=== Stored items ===
○ ○ ○ ○

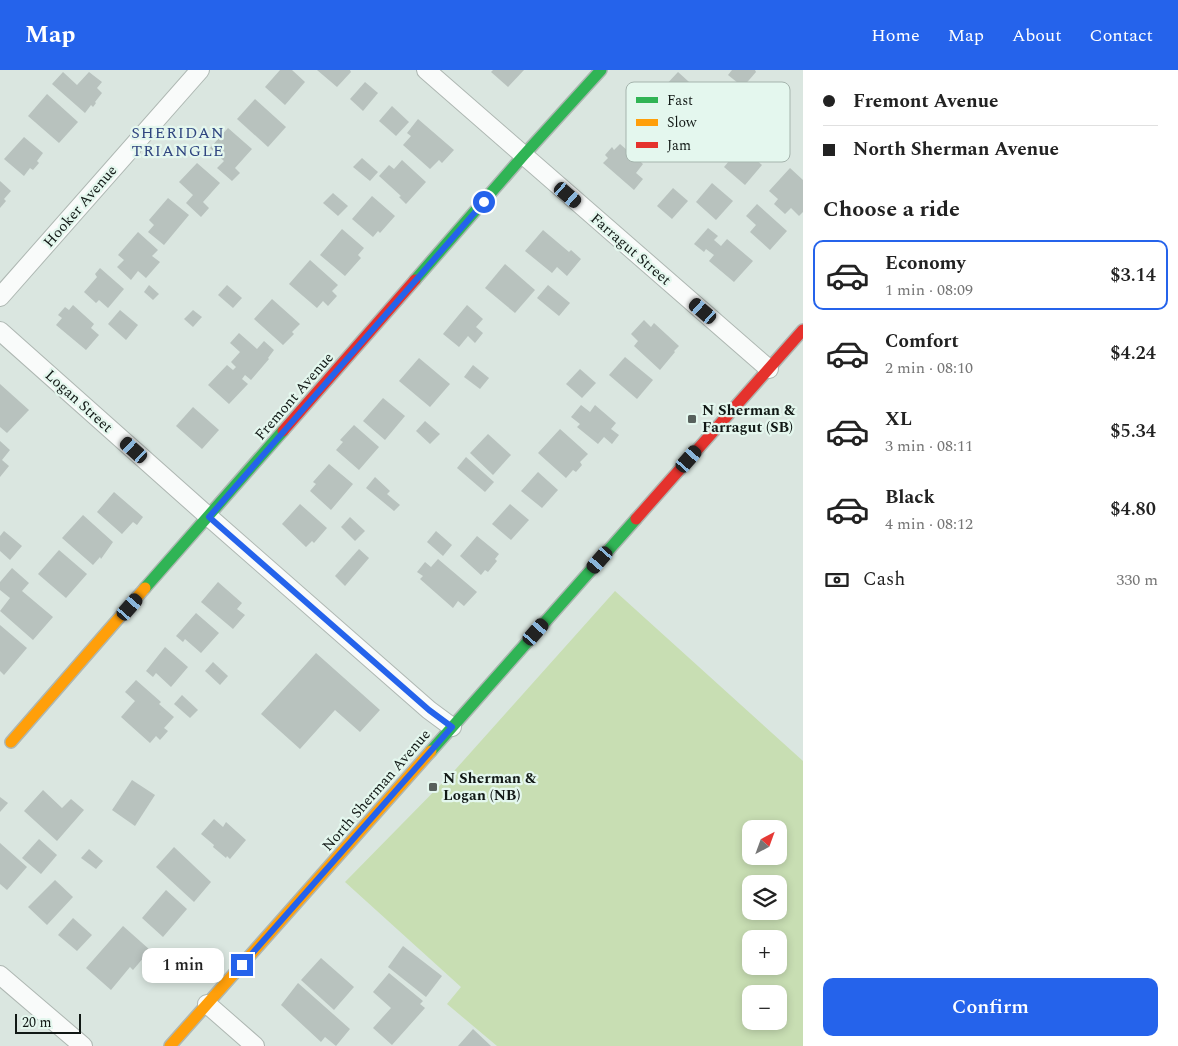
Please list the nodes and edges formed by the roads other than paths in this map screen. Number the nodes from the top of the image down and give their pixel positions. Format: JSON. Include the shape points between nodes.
{"nodes":[{"id":1,"x":200,"y":70,"type":"edge"},
{"id":2,"x":426,"y":70,"type":"edge"},
{"id":3,"x":601,"y":70,"type":"edge"},
{"id":4,"x":523,"y":156,"type":"junction"},
{"id":5,"x":0,"y":297,"type":"edge"},
{"id":6,"x":803,"y":330,"type":"edge"},
{"id":7,"x":0,"y":331,"type":"edge"},
{"id":8,"x":769,"y":369,"type":"junction"},
{"id":9,"x":209,"y":517,"type":"junction"},
{"id":10,"x":452,"y":727,"type":"junction"},
{"id":11,"x":11,"y":742,"type":"dead end"},
{"id":12,"x":0,"y":975,"type":"edge"},
{"id":13,"x":207,"y":1004,"type":"junction"},
{"id":14,"x":83,"y":1046,"type":"edge"},
{"id":15,"x":170,"y":1046,"type":"edge"},
{"id":16,"x":255,"y":1046,"type":"edge"}],
"edges":[{"from":1,"to":5,"type":"street","name":"Hooker Avenue"},
{"from":2,"to":4,"type":"street","name":"Farragut Street"},
{"from":3,"to":4,"type":"street","name":"Fremont Avenue"},
{"from":4,"to":8,"type":"street","name":"Farragut Street"},
{"from":4,"to":9,"type":"street","name":"Fremont Avenue"},
{"from":6,"to":8,"type":"street","name":"North Sherman Avenue"},
{"from":7,"to":9,"type":"street","name":"Logan Street"},
{"from":8,"to":10,"type":"street","name":"North Sherman Avenue"},
{"from":9,"to":10,"type":"street","name":"Logan Street"},
{"from":9,"to":11,"type":"street","name":"Fremont Avenue"},
{"from":10,"to":13,"type":"street","name":"North Sherman Avenue"},
{"from":12,"to":14,"type":"street"},
{"from":13,"to":15,"type":"street","name":"North Sherman Avenue"},
{"from":13,"to":16,"type":"street"}]}
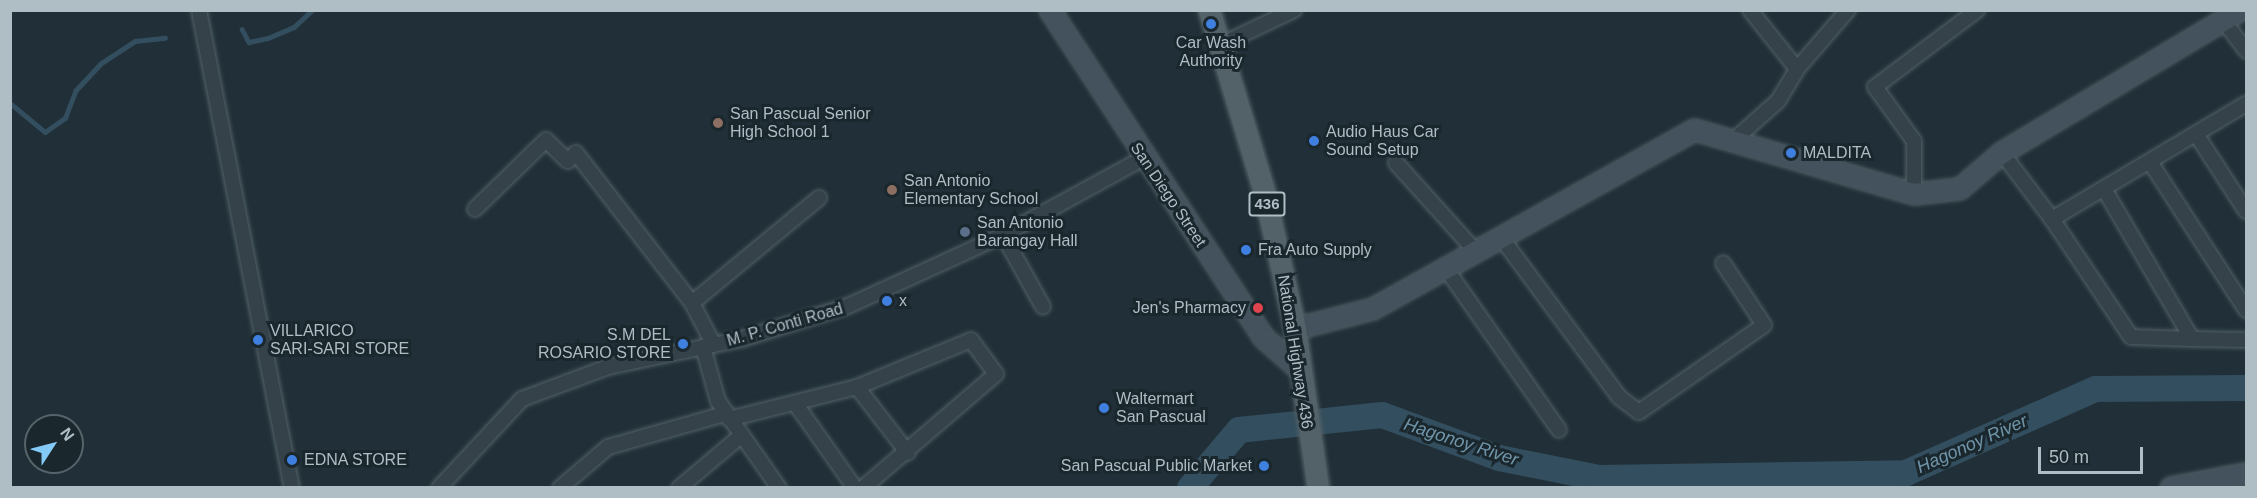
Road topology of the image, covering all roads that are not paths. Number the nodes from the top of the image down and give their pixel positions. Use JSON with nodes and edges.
{"nodes":[{"id":1,"x":199,"y":10,"type":"edge"},
{"id":2,"x":1050,"y":10,"type":"edge"},
{"id":3,"x":1209,"y":10,"type":"edge"},
{"id":4,"x":1294,"y":10,"type":"edge"},
{"id":5,"x":1750,"y":10,"type":"edge"},
{"id":6,"x":1848,"y":10,"type":"edge"},
{"id":7,"x":1977,"y":10,"type":"edge"},
{"id":8,"x":2232,"y":15,"type":"edge"},
{"id":9,"x":1220,"y":45,"type":"junction"},
{"id":10,"x":2247,"y":51,"type":"edge"},
{"id":11,"x":1797,"y":69,"type":"junction"},
{"id":12,"x":2246,"y":102,"type":"edge"},
{"id":13,"x":2196,"y":134,"type":"junction"},
{"id":14,"x":1734,"y":140,"type":"junction"},
{"id":15,"x":2002,"y":153,"type":"junction"},
{"id":16,"x":1142,"y":159,"type":"junction"},
{"id":17,"x":1396,"y":164,"type":"dead end"},
{"id":18,"x":2152,"y":165,"type":"junction"},
{"id":19,"x":2104,"y":190,"type":"junction"},
{"id":20,"x":1914,"y":194,"type":"junction"},
{"id":21,"x":819,"y":198,"type":"dead end"},
{"id":22,"x":476,"y":209,"type":"dead end"},
{"id":23,"x":2247,"y":210,"type":"edge"},
{"id":24,"x":2052,"y":219,"type":"junction"},
{"id":25,"x":1003,"y":236,"type":"junction"},
{"id":26,"x":1503,"y":240,"type":"junction"},
{"id":27,"x":1478,"y":254,"type":"junction"},
{"id":28,"x":1723,"y":263,"type":"dead end"},
{"id":29,"x":1447,"y":270,"type":"junction"},
{"id":30,"x":692,"y":303,"type":"junction"},
{"id":31,"x":1043,"y":307,"type":"dead end"},
{"id":32,"x":2247,"y":310,"type":"edge"},
{"id":33,"x":1294,"y":329,"type":"junction"},
{"id":34,"x":2192,"y":339,"type":"junction"},
{"id":35,"x":2247,"y":340,"type":"edge"},
{"id":36,"x":708,"y":346,"type":"junction"},
{"id":37,"x":1299,"y":369,"type":"junction"},
{"id":38,"x":857,"y":387,"type":"junction"},
{"id":39,"x":795,"y":403,"type":"junction"},
{"id":40,"x":727,"y":416,"type":"junction"},
{"id":41,"x":1559,"y":430,"type":"dead end"},
{"id":42,"x":742,"y":435,"type":"junction"},
{"id":43,"x":908,"y":453,"type":"junction"},
{"id":44,"x":2247,"y":474,"type":"edge"},
{"id":45,"x":776,"y":486,"type":"edge"},
{"id":46,"x":292,"y":488,"type":"edge"},
{"id":47,"x":439,"y":488,"type":"edge"},
{"id":48,"x":560,"y":488,"type":"edge"},
{"id":49,"x":679,"y":488,"type":"edge"},
{"id":50,"x":855,"y":488,"type":"edge"},
{"id":51,"x":863,"y":488,"type":"edge"},
{"id":52,"x":1318,"y":488,"type":"edge"},
{"id":53,"x":2170,"y":488,"type":"edge"}],
"edges":[{"from":1,"to":46,"type":"street"},
{"from":2,"to":16,"type":"street","name":"San Diego Street"},
{"from":3,"to":9,"type":"main road","name":"National Highway 436","number":"436"},
{"from":4,"to":9,"type":"street"},
{"from":5,"to":11,"type":"street"},
{"from":6,"to":11,"type":"street"},
{"from":7,"to":20,"type":"street"},
{"from":8,"to":10,"type":"street"},
{"from":8,"to":15,"type":"street"},
{"from":9,"to":33,"type":"main road","name":"National Highway 436","number":"436"},
{"from":11,"to":14,"type":"street"},
{"from":12,"to":13,"type":"street"},
{"from":13,"to":18,"type":"street"},
{"from":13,"to":23,"type":"street"},
{"from":14,"to":20,"type":"street"},
{"from":14,"to":26,"type":"street"},
{"from":15,"to":20,"type":"street"},
{"from":15,"to":24,"type":"street"},
{"from":16,"to":25,"type":"street","name":"M. P. Conti Road"},
{"from":16,"to":37,"type":"street","name":"San Diego Street"},
{"from":17,"to":27,"type":"street"},
{"from":18,"to":19,"type":"street"},
{"from":18,"to":32,"type":"street"},
{"from":19,"to":24,"type":"street"},
{"from":19,"to":34,"type":"street"},
{"from":21,"to":30,"type":"street"},
{"from":22,"to":30,"type":"street"},
{"from":24,"to":34,"type":"street"},
{"from":25,"to":31,"type":"street"},
{"from":25,"to":36,"type":"street","name":"M. P. Conti Road"},
{"from":26,"to":27,"type":"street"},
{"from":26,"to":28,"type":"street"},
{"from":27,"to":29,"type":"street"},
{"from":29,"to":33,"type":"street"},
{"from":29,"to":41,"type":"street"},
{"from":30,"to":36,"type":"street"},
{"from":33,"to":37,"type":"main road","name":"National Highway 436","number":"436"},
{"from":34,"to":35,"type":"street"},
{"from":36,"to":40,"type":"street"},
{"from":36,"to":47,"type":"street","name":"M. P. Conti Road"},
{"from":37,"to":52,"type":"main road","name":"National Highway 436","number":"436"},
{"from":38,"to":39,"type":"street"},
{"from":38,"to":43,"type":"street"},
{"from":38,"to":43,"type":"street"},
{"from":39,"to":40,"type":"street"},
{"from":39,"to":50,"type":"street"},
{"from":40,"to":42,"type":"street"},
{"from":40,"to":48,"type":"street"},
{"from":42,"to":45,"type":"street"},
{"from":42,"to":49,"type":"street"},
{"from":43,"to":51,"type":"street"},
{"from":44,"to":53,"type":"street"}]}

○ ○ ○ ○

=== Exercise prompt ===
Set down all of the entries precisely and keep the pictures out of the copy.

=== Task output ===
Please list the nodes and edges formed by the roads other than paths in this map screen. Number the nodes from the top of the image down and give their pixel positions. Format: JSON. Include the shape points between nodes.
{"nodes":[{"id":1,"x":200,"y":70,"type":"edge"},
{"id":2,"x":426,"y":70,"type":"edge"},
{"id":3,"x":601,"y":70,"type":"edge"},
{"id":4,"x":523,"y":156,"type":"junction"},
{"id":5,"x":0,"y":297,"type":"edge"},
{"id":6,"x":803,"y":330,"type":"edge"},
{"id":7,"x":0,"y":331,"type":"edge"},
{"id":8,"x":769,"y":369,"type":"junction"},
{"id":9,"x":209,"y":517,"type":"junction"},
{"id":10,"x":452,"y":727,"type":"junction"},
{"id":11,"x":11,"y":742,"type":"dead end"},
{"id":12,"x":0,"y":975,"type":"edge"},
{"id":13,"x":207,"y":1004,"type":"junction"},
{"id":14,"x":83,"y":1046,"type":"edge"},
{"id":15,"x":170,"y":1046,"type":"edge"},
{"id":16,"x":255,"y":1046,"type":"edge"}],
"edges":[{"from":1,"to":5,"type":"street","name":"Hooker Avenue"},
{"from":2,"to":4,"type":"street","name":"Farragut Street"},
{"from":3,"to":4,"type":"street","name":"Fremont Avenue"},
{"from":4,"to":8,"type":"street","name":"Farragut Street"},
{"from":4,"to":9,"type":"street","name":"Fremont Avenue"},
{"from":6,"to":8,"type":"street","name":"North Sherman Avenue"},
{"from":7,"to":9,"type":"street","name":"Logan Street"},
{"from":8,"to":10,"type":"street","name":"North Sherman Avenue"},
{"from":9,"to":10,"type":"street","name":"Logan Street"},
{"from":9,"to":11,"type":"street","name":"Fremont Avenue"},
{"from":10,"to":13,"type":"street","name":"North Sherman Avenue"},
{"from":12,"to":14,"type":"street"},
{"from":13,"to":15,"type":"street","name":"North Sherman Avenue"},
{"from":13,"to":16,"type":"street"}]}
Road topology of the image, covering all roads that are not paths. Number the nodes from the top of the image down and give their pixel positions. Use JSON with nodes and edges.
{"nodes":[{"id":1,"x":199,"y":10,"type":"edge"},
{"id":2,"x":1050,"y":10,"type":"edge"},
{"id":3,"x":1209,"y":10,"type":"edge"},
{"id":4,"x":1294,"y":10,"type":"edge"},
{"id":5,"x":1750,"y":10,"type":"edge"},
{"id":6,"x":1848,"y":10,"type":"edge"},
{"id":7,"x":1977,"y":10,"type":"edge"},
{"id":8,"x":2232,"y":15,"type":"edge"},
{"id":9,"x":1220,"y":45,"type":"junction"},
{"id":10,"x":2247,"y":51,"type":"edge"},
{"id":11,"x":1797,"y":69,"type":"junction"},
{"id":12,"x":2246,"y":102,"type":"edge"},
{"id":13,"x":2196,"y":134,"type":"junction"},
{"id":14,"x":1734,"y":140,"type":"junction"},
{"id":15,"x":2002,"y":153,"type":"junction"},
{"id":16,"x":1142,"y":159,"type":"junction"},
{"id":17,"x":1396,"y":164,"type":"dead end"},
{"id":18,"x":2152,"y":165,"type":"junction"},
{"id":19,"x":2104,"y":190,"type":"junction"},
{"id":20,"x":1914,"y":194,"type":"junction"},
{"id":21,"x":819,"y":198,"type":"dead end"},
{"id":22,"x":476,"y":209,"type":"dead end"},
{"id":23,"x":2247,"y":210,"type":"edge"},
{"id":24,"x":2052,"y":219,"type":"junction"},
{"id":25,"x":1003,"y":236,"type":"junction"},
{"id":26,"x":1503,"y":240,"type":"junction"},
{"id":27,"x":1478,"y":254,"type":"junction"},
{"id":28,"x":1723,"y":263,"type":"dead end"},
{"id":29,"x":1447,"y":270,"type":"junction"},
{"id":30,"x":692,"y":303,"type":"junction"},
{"id":31,"x":1043,"y":307,"type":"dead end"},
{"id":32,"x":2247,"y":310,"type":"edge"},
{"id":33,"x":1294,"y":329,"type":"junction"},
{"id":34,"x":2192,"y":339,"type":"junction"},
{"id":35,"x":2247,"y":340,"type":"edge"},
{"id":36,"x":708,"y":346,"type":"junction"},
{"id":37,"x":1299,"y":369,"type":"junction"},
{"id":38,"x":857,"y":387,"type":"junction"},
{"id":39,"x":795,"y":403,"type":"junction"},
{"id":40,"x":727,"y":416,"type":"junction"},
{"id":41,"x":1559,"y":430,"type":"dead end"},
{"id":42,"x":742,"y":435,"type":"junction"},
{"id":43,"x":908,"y":453,"type":"junction"},
{"id":44,"x":2247,"y":474,"type":"edge"},
{"id":45,"x":776,"y":486,"type":"edge"},
{"id":46,"x":292,"y":488,"type":"edge"},
{"id":47,"x":439,"y":488,"type":"edge"},
{"id":48,"x":560,"y":488,"type":"edge"},
{"id":49,"x":679,"y":488,"type":"edge"},
{"id":50,"x":855,"y":488,"type":"edge"},
{"id":51,"x":863,"y":488,"type":"edge"},
{"id":52,"x":1318,"y":488,"type":"edge"},
{"id":53,"x":2170,"y":488,"type":"edge"}],
"edges":[{"from":1,"to":46,"type":"street"},
{"from":2,"to":16,"type":"street","name":"San Diego Street"},
{"from":3,"to":9,"type":"main road","name":"National Highway 436","number":"436"},
{"from":4,"to":9,"type":"street"},
{"from":5,"to":11,"type":"street"},
{"from":6,"to":11,"type":"street"},
{"from":7,"to":20,"type":"street"},
{"from":8,"to":10,"type":"street"},
{"from":8,"to":15,"type":"street"},
{"from":9,"to":33,"type":"main road","name":"National Highway 436","number":"436"},
{"from":11,"to":14,"type":"street"},
{"from":12,"to":13,"type":"street"},
{"from":13,"to":18,"type":"street"},
{"from":13,"to":23,"type":"street"},
{"from":14,"to":20,"type":"street"},
{"from":14,"to":26,"type":"street"},
{"from":15,"to":20,"type":"street"},
{"from":15,"to":24,"type":"street"},
{"from":16,"to":25,"type":"street","name":"M. P. Conti Road"},
{"from":16,"to":37,"type":"street","name":"San Diego Street"},
{"from":17,"to":27,"type":"street"},
{"from":18,"to":19,"type":"street"},
{"from":18,"to":32,"type":"street"},
{"from":19,"to":24,"type":"street"},
{"from":19,"to":34,"type":"street"},
{"from":21,"to":30,"type":"street"},
{"from":22,"to":30,"type":"street"},
{"from":24,"to":34,"type":"street"},
{"from":25,"to":31,"type":"street"},
{"from":25,"to":36,"type":"street","name":"M. P. Conti Road"},
{"from":26,"to":27,"type":"street"},
{"from":26,"to":28,"type":"street"},
{"from":27,"to":29,"type":"street"},
{"from":29,"to":33,"type":"street"},
{"from":29,"to":41,"type":"street"},
{"from":30,"to":36,"type":"street"},
{"from":33,"to":37,"type":"main road","name":"National Highway 436","number":"436"},
{"from":34,"to":35,"type":"street"},
{"from":36,"to":40,"type":"street"},
{"from":36,"to":47,"type":"street","name":"M. P. Conti Road"},
{"from":37,"to":52,"type":"main road","name":"National Highway 436","number":"436"},
{"from":38,"to":39,"type":"street"},
{"from":38,"to":43,"type":"street"},
{"from":38,"to":43,"type":"street"},
{"from":39,"to":40,"type":"street"},
{"from":39,"to":50,"type":"street"},
{"from":40,"to":42,"type":"street"},
{"from":40,"to":48,"type":"street"},
{"from":42,"to":45,"type":"street"},
{"from":42,"to":49,"type":"street"},
{"from":43,"to":51,"type":"street"},
{"from":44,"to":53,"type":"street"}]}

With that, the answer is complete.